A couple of the guys here run P3 Extremes. I run G3's in SS and Mod... It's not real serious around here but I'd like to get into in more. Do you have a local track?

Chris





ogarfield said:


> What type cars do you run mostly Chris, I'd be interested in a road trip sometimes.I live in Louisville..........Tom


----------



## ogarfield (Jul 8, 2005)

Chris, just click on My Photos under the heading ogarfield/member ..Have any pics of your track? Tom


----------



## Mach10_shooter (Oct 4, 2005)

That's a nice looking track... Here's a few pics of mine.

Chris


----------



## hrnts69 (Apr 12, 2007)

Hey Mach10_Shooter. How far are you from Indy? 
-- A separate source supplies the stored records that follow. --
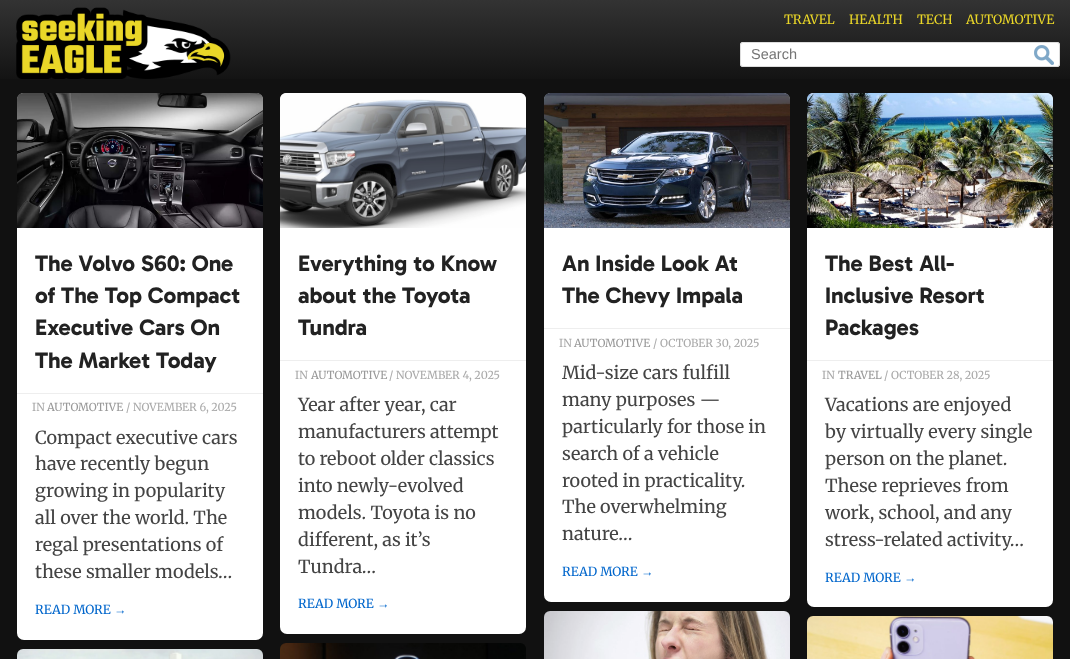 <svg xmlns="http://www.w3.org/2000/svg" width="1070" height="659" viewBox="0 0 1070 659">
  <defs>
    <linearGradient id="g1" gradientUnits="userSpaceOnUse" x1="535" y1="85" x2="535" y2="0"><stop offset="0" stop-color="rgb(17,17,17)"/><stop offset="1" stop-color="rgb(51,51,51)"/></linearGradient>
  </defs>
  <rect width="100%" height="100%" fill="rgb(17,17,17)"/>
  <rect x="0" y="0" width="1070" height="79" fill="url(#g1)"/>
  <image x="16" y="7" width="215" height="72" href="pic1.png"/>
  <g font-family="Merriweather" font-size="12.75" font-weight="300" fill="rgb(234,215,40)">
    <text x="784" y="24">TRAVEL</text>
    <text x="849" y="24">HEALTH</text>
    <text x="917" y="24">TECH</text>
    <text x="966" y="24">AUTOMOTIVE</text>
  </g>
  <rect x="740" y="42" width="320" height="25" rx="3" fill="rgb(255,255,255)"/>
  <image x="1034" y="45" width="20" height="20" href="pic2.png"/>
  <rect x="740.5" y="42.5" width="319" height="24" rx="2.5" fill="none" stroke="rgb(221,221,221)"/>
  <text x="751" y="59" font-family="Liberation Sans" font-size="14.5" fill="rgb(117,117,117)">Search</text>
  <rect x="17" y="93" width="246" height="547" rx="7" fill="rgb(255,255,255)"/>
  <image x="17" y="93" width="246" height="135" href="pic3.png"/>
  <rect x="17" y="393" width="246" height="1" fill="rgb(238,238,238)"/>
  <g font-family="Gabarito" font-size="22.75" font-weight="bold" fill="rgb(34,34,34)">
    <text>
      <tspan x="35" y="271">The Volvo S60: One</tspan>
      <tspan x="35" y="303">of The Top Compact</tspan>
      <tspan x="35" y="335">Executive Cars On</tspan>
      <tspan x="35" y="368">The Market Today</tspan>
    </text>
  </g>
  <text x="32" y="411" font-family="Merriweather" font-size="11" font-weight="300" fill="rgb(170,170,170)">IN</text>
  <text x="47" y="411" font-family="Merriweather" font-size="11" font-weight="300" fill="rgb(153,153,153)">AUTOMOTIVE</text>
  <text x="126" y="411" font-family="Merriweather" font-size="11" font-weight="300" fill="rgb(170,170,170)">/ NOVEMBER 6, 2025</text>
  <g font-family="Merriweather" font-size="18" font-weight="300" fill="rgb(68,68,68)">
    <text>
      <tspan x="35" y="444">Compact executive cars</tspan>
      <tspan x="35" y="470">have recently begun</tspan>
      <tspan x="35" y="497">growing in popularity</tspan>
      <tspan x="35" y="524">all over the world. The</tspan>
      <tspan x="35" y="551">regal presentations of</tspan>
      <tspan x="35" y="578">these smaller models…</tspan>
    </text>
  </g>
  <text x="35" y="614" font-family="Merriweather" font-size="12.5" font-weight="300" fill="rgb(0,102,204)">READ MORE</text>
  <text x="114" y="614" font-family="Liberation Serif" font-size="12.5" fill="rgb(0,102,204)">→</text>
  <rect x="280" y="93" width="246" height="541" rx="7" fill="rgb(255,255,255)"/>
  <image x="280" y="93" width="246" height="135" href="pic4.png"/>
  <rect x="280" y="360" width="246" height="1" fill="rgb(238,238,238)"/>
  <g font-family="Gabarito" font-size="22.75" font-weight="bold" fill="rgb(34,34,34)">
    <text>
      <tspan x="298" y="271">Everything to Know</tspan>
      <tspan x="298" y="303">about the Toyota</tspan>
      <tspan x="298" y="335">Tundra</tspan>
    </text>
  </g>
  <text x="295" y="379" font-family="Merriweather" font-size="11" font-weight="300" fill="rgb(170,170,170)">IN</text>
  <text x="311" y="379" font-family="Merriweather" font-size="11" font-weight="300" fill="rgb(153,153,153)">AUTOMOTIVE</text>
  <text x="389" y="379" font-family="Merriweather" font-size="11" font-weight="300" fill="rgb(170,170,170)">/ NOVEMBER 4, 2025</text>
  <g font-family="Merriweather" font-size="18" font-weight="300" fill="rgb(68,68,68)">
    <text>
      <tspan x="298" y="411">Year after year, car</tspan>
      <tspan x="298" y="438">manufacturers attempt</tspan>
      <tspan x="298" y="465">to reboot older classics</tspan>
      <tspan x="298" y="492">into newly-evolved</tspan>
      <tspan x="298" y="519">models. Toyota is no</tspan>
      <tspan x="298" y="546">different, as it’s</tspan>
      <tspan x="298" y="573">Tundra…</tspan>
    </text>
  </g>
  <text x="298" y="608" font-family="Merriweather" font-size="12.5" font-weight="300" fill="rgb(0,102,204)">READ MORE</text>
  <text x="377" y="608" font-family="Liberation Serif" font-size="12.5" fill="rgb(0,102,204)">→</text>
  <rect x="544" y="93" width="246" height="509" rx="7" fill="rgb(255,255,255)"/>
  <image x="544" y="93" width="246" height="135" href="pic5.png"/>
  <rect x="544" y="328" width="246" height="1" fill="rgb(238,238,238)"/>
  <g font-family="Gabarito" font-size="22.75" font-weight="bold" fill="rgb(34,34,34)">
    <text>
      <tspan x="562" y="271">An Inside Look At</tspan>
      <tspan x="562" y="303">The Chevy Impala</tspan>
    </text>
  </g>
  <text x="559" y="347" font-family="Merriweather" font-size="11" font-weight="300" fill="rgb(170,170,170)">IN</text>
  <text x="574" y="347" font-family="Merriweather" font-size="11" font-weight="300" fill="rgb(153,153,153)">AUTOMOTIVE</text>
  <text x="653" y="347" font-family="Merriweather" font-size="11" font-weight="300" fill="rgb(170,170,170)">/ OCTOBER 30, 2025</text>
  <g font-family="Merriweather" font-size="18" font-weight="300" fill="rgb(68,68,68)">
    <text>
      <tspan x="562" y="379">Mid-size cars fulfill</tspan>
      <tspan x="562" y="406">many purposes —</tspan>
      <tspan x="562" y="433">particularly for those in</tspan>
      <tspan x="562" y="460">search of a vehicle</tspan>
      <tspan x="562" y="487">rooted in practicality.</tspan>
      <tspan x="562" y="513">The overwhelming</tspan>
      <tspan x="562" y="540">nature…</tspan>
    </text>
  </g>
  <text x="562" y="576" font-family="Merriweather" font-size="12.5" font-weight="300" fill="rgb(0,102,204)">READ MORE</text>
  <text x="641" y="576" font-family="Liberation Serif" font-size="12.5" fill="rgb(0,102,204)">→</text>
  <rect x="807" y="93" width="246" height="514" rx="7" fill="rgb(255,255,255)"/>
  <image x="807" y="93" width="246" height="135" href="pic6.png"/>
  <rect x="807" y="360" width="246" height="1" fill="rgb(238,238,238)"/>
  <g font-family="Gabarito" font-size="22.75" font-weight="bold" fill="rgb(34,34,34)">
    <text>
      <tspan x="825" y="271">The Best All-</tspan>
      <tspan x="825" y="303">Inclusive Resort</tspan>
      <tspan x="825" y="335">Packages</tspan>
    </text>
  </g>
  <text x="822" y="379" font-family="Merriweather" font-size="11" font-weight="300" fill="rgb(170,170,170)">IN</text>
  <text x="838" y="379" font-family="Merriweather" font-size="11" font-weight="300" fill="rgb(153,153,153)">TRAVEL</text>
  <text x="884" y="379" font-family="Merriweather" font-size="11" font-weight="300" fill="rgb(170,170,170)">/ OCTOBER 28, 2025</text>
  <g font-family="Merriweather" font-size="18" font-weight="300" fill="rgb(68,68,68)">
    <text>
      <tspan x="825" y="411">Vacations are enjoyed</tspan>
      <tspan x="825" y="438">by virtually every single</tspan>
      <tspan x="825" y="465">person on the planet.</tspan>
      <tspan x="825" y="492">These reprieves from</tspan>
      <tspan x="825" y="519">work, school, and any</tspan>
      <tspan x="825" y="546">stress-related activity…</tspan>
    </text>
  </g>
  <text x="825" y="582" font-family="Merriweather" font-size="12.5" font-weight="300" fill="rgb(0,102,204)">READ MORE</text>
  <text x="904" y="582" font-family="Liberation Serif" font-size="12.5" fill="rgb(0,102,204)">→</text>
  <image x="17" y="649" width="246" height="10" href="pic7.png"/>
  <image x="280" y="643" width="246" height="16" href="pic8.png"/>
  <image x="544" y="611" width="246" height="48" href="pic9.png"/>
  <image x="807" y="616" width="246" height="43" href="pic10.png"/>
</svg>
Heres a great place to find racers that are willing to travel. Its the MHRA. We do G-jets, to SS, to 440X-2 to LL M Chassis. We travel all over the State of Illinois and sometimes farther. You can contact Heater if you wanna host a MHRA race. I bet the racers would travel to Indinaia for some racing. I know i would!

Heres the link: http://z4.invisionfree.com/MHRA/index.php?act=idx
You need to register 1st, but post about your track.

By the way, NICE TRACK!!!


----------



## ogarfield (Jul 8, 2005)

Chris nice track as well..If you decide to have a little get together race(s), I'm sure I can get a couple guys here to come up for some racin'...Tom


----------



## [email protected]&MRACEWAY (May 8, 2008)

*travel*



hrnts69 said:


> Hey Mach10_Shooter. How far are you from Indy?
> 
> Heres a great place to find racers that are willing to travel. Its the MHRA. We do G-jets, to SS, to 440X-2 to LL M Chassis. We travel all over the State of Illinois and sometimes farther. You can contact Heater if you wanna host a MHRA race. I bet the racers would travel to Indinaia for some racing. I know i would!
> 
> ...


 drive this way be glad to have u here


----------



## [email protected]&MRACEWAY (May 8, 2008)
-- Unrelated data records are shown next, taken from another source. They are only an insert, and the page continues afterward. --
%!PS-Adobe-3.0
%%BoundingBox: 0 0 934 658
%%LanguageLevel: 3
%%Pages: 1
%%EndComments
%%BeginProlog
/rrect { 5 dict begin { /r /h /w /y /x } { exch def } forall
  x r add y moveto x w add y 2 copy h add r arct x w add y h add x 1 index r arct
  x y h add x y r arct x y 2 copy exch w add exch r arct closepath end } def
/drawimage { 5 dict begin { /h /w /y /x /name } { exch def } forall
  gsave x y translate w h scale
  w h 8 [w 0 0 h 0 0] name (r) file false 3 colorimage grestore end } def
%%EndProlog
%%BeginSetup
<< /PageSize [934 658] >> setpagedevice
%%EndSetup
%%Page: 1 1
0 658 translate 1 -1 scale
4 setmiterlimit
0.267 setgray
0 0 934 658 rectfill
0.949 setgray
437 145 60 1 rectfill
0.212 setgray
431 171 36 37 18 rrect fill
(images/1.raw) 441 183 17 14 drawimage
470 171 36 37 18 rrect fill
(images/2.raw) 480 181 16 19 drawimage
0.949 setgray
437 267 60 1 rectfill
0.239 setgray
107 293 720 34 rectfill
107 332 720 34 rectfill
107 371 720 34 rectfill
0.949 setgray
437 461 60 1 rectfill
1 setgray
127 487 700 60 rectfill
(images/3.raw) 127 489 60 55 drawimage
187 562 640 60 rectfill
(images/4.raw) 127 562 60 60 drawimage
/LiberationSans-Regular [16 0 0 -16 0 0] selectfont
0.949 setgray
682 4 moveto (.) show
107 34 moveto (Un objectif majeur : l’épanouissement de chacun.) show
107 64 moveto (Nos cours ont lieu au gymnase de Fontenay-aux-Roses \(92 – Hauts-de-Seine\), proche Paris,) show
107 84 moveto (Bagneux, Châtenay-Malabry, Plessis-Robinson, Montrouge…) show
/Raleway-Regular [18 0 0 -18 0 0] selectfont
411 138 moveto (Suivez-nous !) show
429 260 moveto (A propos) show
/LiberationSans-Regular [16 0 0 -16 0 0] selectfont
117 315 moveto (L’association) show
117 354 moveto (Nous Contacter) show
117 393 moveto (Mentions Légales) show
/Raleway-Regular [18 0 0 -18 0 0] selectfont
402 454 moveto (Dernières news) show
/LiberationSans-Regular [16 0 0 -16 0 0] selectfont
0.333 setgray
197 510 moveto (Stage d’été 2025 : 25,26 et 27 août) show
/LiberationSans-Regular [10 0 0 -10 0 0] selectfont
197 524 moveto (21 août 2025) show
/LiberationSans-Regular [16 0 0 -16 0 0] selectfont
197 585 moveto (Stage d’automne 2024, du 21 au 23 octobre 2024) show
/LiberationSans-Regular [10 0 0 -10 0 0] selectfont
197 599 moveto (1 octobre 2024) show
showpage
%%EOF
nice tracks guys ,looking good 

if u are both up north check us out in your travels


----------



## IndyRC_Racer (Oct 11, 2004)

Just to clarify, Indy Slots as a facility isn't for sale. The HO slot track IS for sale. Slots still has a large tri-oval slot track and a slot drag track. I see people using the oval track almost every time I'm in there

Indy Slots also has an indoor carpet r/c track. If you are interested in running smaller r/c cars, come check out the 1/18 scale cars racing onroad on Friday night.


----------



## hrnts69 (Apr 12, 2007)

I was at Indy Slots a couple months ago while i was in town for the National FFA Convention. Went there to do some testing for the upcoming Indy Score Series on the big Tri-Oval. I cant see them selling it, makes good money with Rentals also.


----------



## Railroader (Jan 2, 2008)

Just the HO track is for sale. The one covered in the blue tarp at the southwest end of the shop. I'd LOVE someone to buy this so we could set up more pit space for the RC racing. I think he wants $2400 but would take any reasonable offer.
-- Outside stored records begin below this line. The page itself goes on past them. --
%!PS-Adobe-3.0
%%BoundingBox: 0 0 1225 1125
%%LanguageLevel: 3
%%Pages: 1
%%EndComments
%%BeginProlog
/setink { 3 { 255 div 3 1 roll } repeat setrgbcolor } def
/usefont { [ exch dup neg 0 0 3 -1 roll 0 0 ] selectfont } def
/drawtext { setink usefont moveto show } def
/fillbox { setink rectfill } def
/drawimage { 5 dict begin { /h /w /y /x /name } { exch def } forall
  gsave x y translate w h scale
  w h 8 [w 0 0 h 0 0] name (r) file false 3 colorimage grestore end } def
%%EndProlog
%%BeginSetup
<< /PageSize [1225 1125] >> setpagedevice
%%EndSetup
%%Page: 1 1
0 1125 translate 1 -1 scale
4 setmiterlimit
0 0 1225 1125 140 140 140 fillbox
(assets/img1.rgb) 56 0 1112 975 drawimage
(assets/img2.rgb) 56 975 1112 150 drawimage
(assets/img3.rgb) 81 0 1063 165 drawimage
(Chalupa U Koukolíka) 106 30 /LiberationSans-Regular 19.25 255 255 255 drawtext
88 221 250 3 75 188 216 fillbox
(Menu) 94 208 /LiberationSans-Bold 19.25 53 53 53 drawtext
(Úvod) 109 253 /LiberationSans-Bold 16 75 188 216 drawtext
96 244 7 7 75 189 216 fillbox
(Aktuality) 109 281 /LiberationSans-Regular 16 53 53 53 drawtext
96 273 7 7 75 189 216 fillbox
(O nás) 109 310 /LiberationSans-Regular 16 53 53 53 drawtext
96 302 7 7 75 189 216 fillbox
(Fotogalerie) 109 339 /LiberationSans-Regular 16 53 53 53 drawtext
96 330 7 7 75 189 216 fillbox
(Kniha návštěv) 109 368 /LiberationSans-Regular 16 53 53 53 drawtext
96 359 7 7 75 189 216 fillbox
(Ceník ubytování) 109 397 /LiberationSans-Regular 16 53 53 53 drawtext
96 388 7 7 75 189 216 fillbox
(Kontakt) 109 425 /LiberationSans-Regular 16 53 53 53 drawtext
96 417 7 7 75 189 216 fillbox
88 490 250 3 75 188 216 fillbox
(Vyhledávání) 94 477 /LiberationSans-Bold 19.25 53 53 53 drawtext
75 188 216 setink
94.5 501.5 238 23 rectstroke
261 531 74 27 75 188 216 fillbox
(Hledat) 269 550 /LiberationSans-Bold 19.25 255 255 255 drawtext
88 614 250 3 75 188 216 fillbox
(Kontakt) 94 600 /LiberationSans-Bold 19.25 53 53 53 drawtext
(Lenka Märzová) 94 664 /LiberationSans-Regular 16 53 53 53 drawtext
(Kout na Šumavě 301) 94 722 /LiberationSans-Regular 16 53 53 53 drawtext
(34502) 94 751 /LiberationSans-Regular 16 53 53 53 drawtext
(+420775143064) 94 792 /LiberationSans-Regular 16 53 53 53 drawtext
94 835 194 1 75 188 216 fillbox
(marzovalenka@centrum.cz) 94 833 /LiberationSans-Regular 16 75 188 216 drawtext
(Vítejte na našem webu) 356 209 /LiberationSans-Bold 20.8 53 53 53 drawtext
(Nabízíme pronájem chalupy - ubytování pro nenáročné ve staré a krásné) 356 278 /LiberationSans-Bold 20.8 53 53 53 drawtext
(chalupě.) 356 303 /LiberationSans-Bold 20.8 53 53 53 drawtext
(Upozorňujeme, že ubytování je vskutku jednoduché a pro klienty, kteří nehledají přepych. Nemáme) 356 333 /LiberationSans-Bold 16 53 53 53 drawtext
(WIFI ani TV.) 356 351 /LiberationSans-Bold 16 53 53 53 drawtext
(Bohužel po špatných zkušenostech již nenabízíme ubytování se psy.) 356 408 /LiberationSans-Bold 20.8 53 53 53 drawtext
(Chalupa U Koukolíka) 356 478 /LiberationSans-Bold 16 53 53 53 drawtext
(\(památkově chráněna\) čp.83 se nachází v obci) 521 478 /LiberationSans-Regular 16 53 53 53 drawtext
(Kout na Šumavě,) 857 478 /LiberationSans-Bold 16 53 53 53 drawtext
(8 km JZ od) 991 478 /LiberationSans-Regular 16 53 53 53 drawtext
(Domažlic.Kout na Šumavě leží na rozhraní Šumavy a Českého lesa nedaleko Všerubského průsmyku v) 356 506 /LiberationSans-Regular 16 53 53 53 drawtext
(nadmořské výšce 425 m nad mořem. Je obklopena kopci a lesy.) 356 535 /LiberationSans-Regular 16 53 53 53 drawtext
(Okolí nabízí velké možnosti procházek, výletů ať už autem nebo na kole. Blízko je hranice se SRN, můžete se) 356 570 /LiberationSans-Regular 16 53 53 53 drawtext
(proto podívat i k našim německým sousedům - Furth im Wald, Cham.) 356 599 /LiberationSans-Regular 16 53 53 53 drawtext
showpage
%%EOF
The Oval is NOT for sale. Still a very busy track and gets a lot of people racing nearly any night of the week.


----------



## brownie374 (Nov 21, 2007)

Could you find out more details on the track?And is it currently running.


----------



## Railroader (Jan 2, 2008)

It runs. I can take a picture tomorrow if you'd like.

What other info would you like?


----------



## akahollywood (Jun 26, 2008)

Brownie, the track is a good one. It was used at the 2007 HOPRA Nationals for the T-jet and Unlimited National Championship Classes. I believe it's made up of the older, more preferred, Tomy track. The 4 x 16 table is a two-piece unit, nicely finished and built very sturdy. It really is a nice track, but the asking price is way too high in my opinion.


----------



## brownie374 (Nov 21, 2007)

Thats alright railroader I was assuming it was a routed I already have a tomy track,Thanks


----------



## akahollywood (Jun 26, 2008)

Brownie, Indy Slots owner, Doug, also has a 6-lane Bucktrax Velocitydome [unless he's sold it in the last year]. It's been a while since I last talked to him about it, but he was storing it at his house because there was no room at the shop.


----------



## Railroader (Jan 2, 2008)

The track includes the everything needed to race. The computer, software, power supply, and everything else is included. It was the track used for the 2007 Championships.

He is asking $2499, but is very enthusiastic to sell, so other offers are very welcome.


----------